The blood ¹²⁴I dosimetry protocol involved serial BS and WC. More precisely, heparinized blood samples were collected at 2, 4, 24, 48, and ≥96 h after ¹²⁴I administration and measured in a well counter. The details of the calibrated ¹²⁴I activity measurements have been published previously (10). The absolute activity concentration of the whole blood was determined and used to calculate the (projected) ¹³¹I uptake curve of the blood compartment. In the calculation, the individual patient’s total blood volume was predicted using the body-surface method recommended by the International Council for Standardization in Haematology (19). WC occurred at time points similar to the BS, except for the early time point (1 h instead of 2 h). The patient was positioned approximately 3 m in front of an uncollimated γ-camera detector. Anterior and posterior counts were acquired for the calculation of a geometric mean. After dead time correction, all geometric mean counts were normalized to the first data point to construct the (projected) whole-body ¹³¹I uptake curve. For BS or WC, reference standard was counted to examine the consistency of the well counter system or γ-camera system.

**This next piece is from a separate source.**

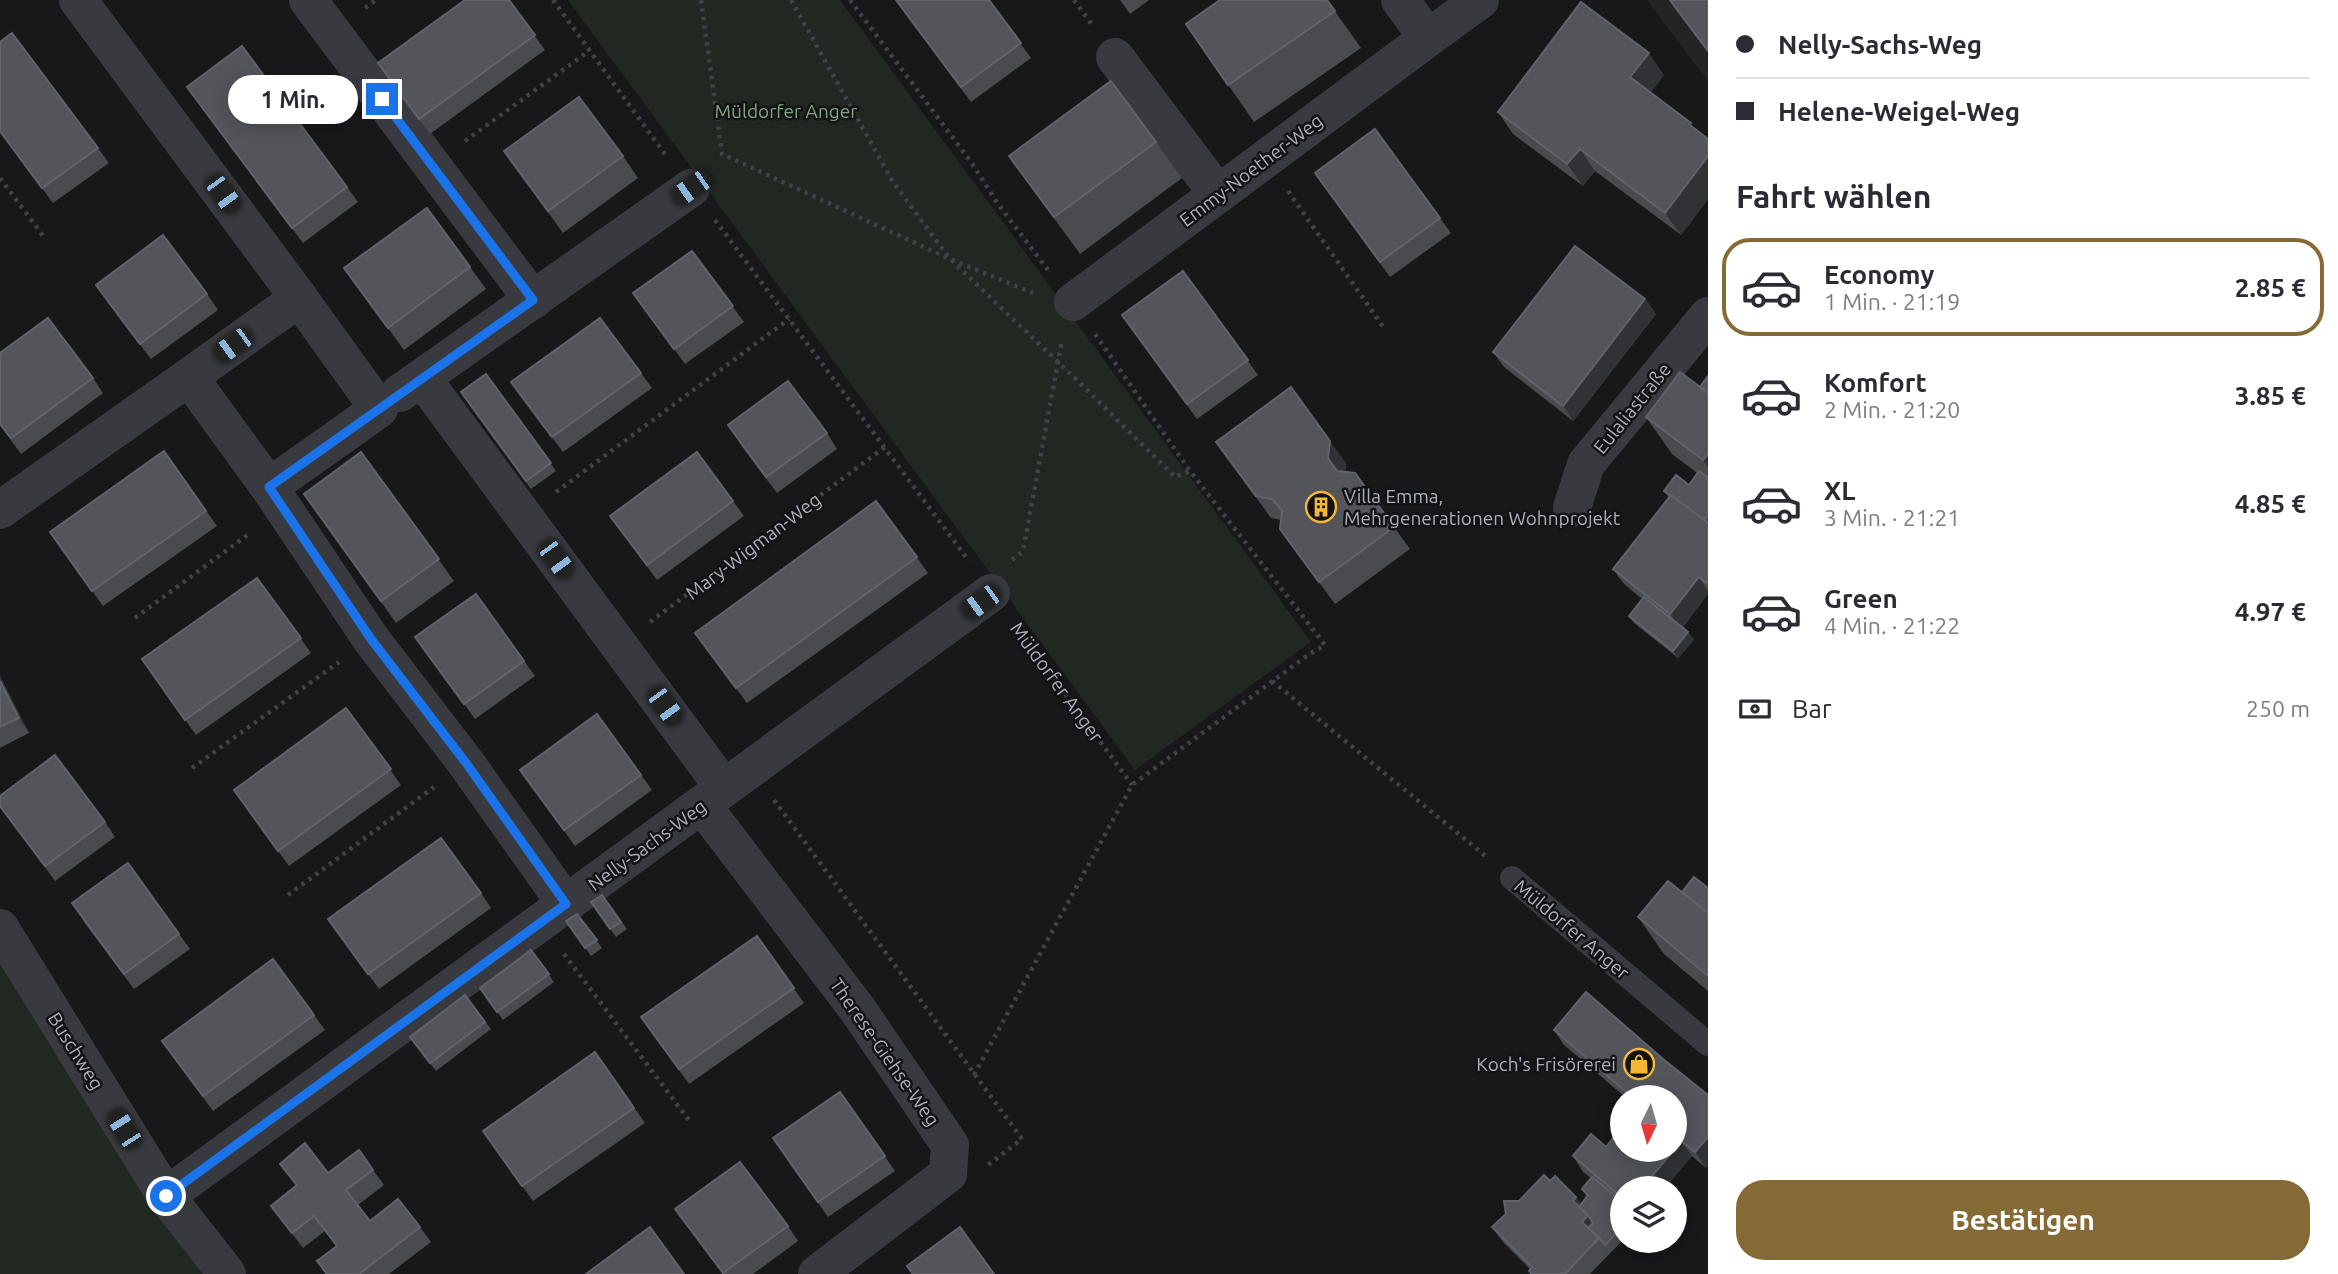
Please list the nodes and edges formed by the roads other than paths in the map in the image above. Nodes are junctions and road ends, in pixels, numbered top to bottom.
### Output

Reference and Simplified Protocols and Their Naming Convention

The reference protocol included the complete set of BS and WC data points. Simplified protocols included a reduced number of the combined BS and respective WC data points; this type of protocol is termed protocols C. Protocols that used data points from BS (type B) or from WC (type W) alone were also included. For obvious reasons, the data points of the first BS (2 h) and the first WC (1 h) were included in all of the simplified protocols.

Twelve simplified protocols were considered: C(24), C(48), C(24, 96), C(48, 96); W(24), W(48), W(24, 96), W(48, 96); and B(24), B(48), B(24, 96), B(48, 96). The first symbol of the protocol’s naming convention denotes the protocol type. The numbers within parentheses are the time points (in h) of the measured uptake values that were included in the respective protocols (in addition to the first uptake value). For instance, C(24) is a simplified protocol that included both BS data points acquired at approximately 2 and 24 h and WC data points acquired at approximately 1 and 24 h.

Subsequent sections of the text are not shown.